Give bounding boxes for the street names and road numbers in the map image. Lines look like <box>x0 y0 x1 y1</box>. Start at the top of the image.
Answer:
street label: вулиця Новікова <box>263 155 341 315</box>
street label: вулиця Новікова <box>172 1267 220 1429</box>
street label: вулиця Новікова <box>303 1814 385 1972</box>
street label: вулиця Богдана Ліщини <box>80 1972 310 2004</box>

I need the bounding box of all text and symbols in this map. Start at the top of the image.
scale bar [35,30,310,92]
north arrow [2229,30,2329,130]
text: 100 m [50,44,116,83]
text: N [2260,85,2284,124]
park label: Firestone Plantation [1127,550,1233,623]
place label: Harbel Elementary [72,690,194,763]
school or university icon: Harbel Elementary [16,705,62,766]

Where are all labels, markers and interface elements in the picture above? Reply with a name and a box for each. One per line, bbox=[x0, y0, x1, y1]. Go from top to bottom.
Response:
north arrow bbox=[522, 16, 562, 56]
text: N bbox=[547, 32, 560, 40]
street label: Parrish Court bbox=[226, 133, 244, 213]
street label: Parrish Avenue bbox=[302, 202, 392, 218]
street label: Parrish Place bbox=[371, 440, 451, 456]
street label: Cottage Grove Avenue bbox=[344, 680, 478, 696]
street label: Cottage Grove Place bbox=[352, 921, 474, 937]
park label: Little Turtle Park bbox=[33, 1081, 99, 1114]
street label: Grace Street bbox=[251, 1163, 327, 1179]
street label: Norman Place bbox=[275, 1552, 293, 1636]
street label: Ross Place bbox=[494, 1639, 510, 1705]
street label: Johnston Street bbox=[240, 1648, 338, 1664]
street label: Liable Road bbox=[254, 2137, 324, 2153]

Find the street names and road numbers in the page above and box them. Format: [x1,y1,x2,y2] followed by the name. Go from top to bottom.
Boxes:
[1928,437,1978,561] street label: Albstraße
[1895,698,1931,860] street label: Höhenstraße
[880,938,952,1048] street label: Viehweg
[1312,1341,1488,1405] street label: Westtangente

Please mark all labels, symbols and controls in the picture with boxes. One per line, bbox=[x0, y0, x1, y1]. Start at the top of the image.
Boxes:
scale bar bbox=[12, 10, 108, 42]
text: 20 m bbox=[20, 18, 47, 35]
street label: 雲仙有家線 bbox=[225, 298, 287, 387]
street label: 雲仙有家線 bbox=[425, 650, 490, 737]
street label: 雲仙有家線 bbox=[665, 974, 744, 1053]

-*-*-

- Exercise description -
Return what is listed above, exactly and completely.

- Exercise answer -
Give bounding boxes for the street names and road numbers in the map image. Lines look like <box>x0 y0 x1 y1</box>. Start at the top of the image.
Answer:
street label: вулиця Новікова <box>263 155 341 315</box>
street label: вулиця Новікова <box>172 1267 220 1429</box>
street label: вулиця Новікова <box>303 1814 385 1972</box>
street label: вулиця Богдана Ліщини <box>80 1972 310 2004</box>

I need the bounding box of all text and symbols in this map. Start at the top of the image.
scale bar [35,30,310,92]
north arrow [2229,30,2329,130]
text: 100 m [50,44,116,83]
text: N [2260,85,2284,124]
park label: Firestone Plantation [1127,550,1233,623]
place label: Harbel Elementary [72,690,194,763]
school or university icon: Harbel Elementary [16,705,62,766]

Where are all labels, markers and interface elements in the picture above? Reply with a name and a box for each. One per line, bbox=[x0, y0, x1, y1]. Go from top to bottom.
Response:
north arrow bbox=[522, 16, 562, 56]
text: N bbox=[547, 32, 560, 40]
street label: Parrish Court bbox=[226, 133, 244, 213]
street label: Parrish Avenue bbox=[302, 202, 392, 218]
street label: Parrish Place bbox=[371, 440, 451, 456]
street label: Cottage Grove Avenue bbox=[344, 680, 478, 696]
street label: Cottage Grove Place bbox=[352, 921, 474, 937]
park label: Little Turtle Park bbox=[33, 1081, 99, 1114]
street label: Grace Street bbox=[251, 1163, 327, 1179]
street label: Norman Place bbox=[275, 1552, 293, 1636]
street label: Ross Place bbox=[494, 1639, 510, 1705]
street label: Johnston Street bbox=[240, 1648, 338, 1664]
street label: Liable Road bbox=[254, 2137, 324, 2153]

Find the street names and road numbers in the page above and box them. Format: [x1,y1,x2,y2] followed by the name. Go from top to bottom.
Boxes:
[1928,437,1978,561] street label: Albstraße
[1895,698,1931,860] street label: Höhenstraße
[880,938,952,1048] street label: Viehweg
[1312,1341,1488,1405] street label: Westtangente

Please mark all labels, symbols and controls in the picture with boxes. One per line, bbox=[x0, y0, x1, y1]. Start at the top of the image.
Boxes:
scale bar bbox=[12, 10, 108, 42]
text: 20 m bbox=[20, 18, 47, 35]
street label: 雲仙有家線 bbox=[225, 298, 287, 387]
street label: 雲仙有家線 bbox=[425, 650, 490, 737]
street label: 雲仙有家線 bbox=[665, 974, 744, 1053]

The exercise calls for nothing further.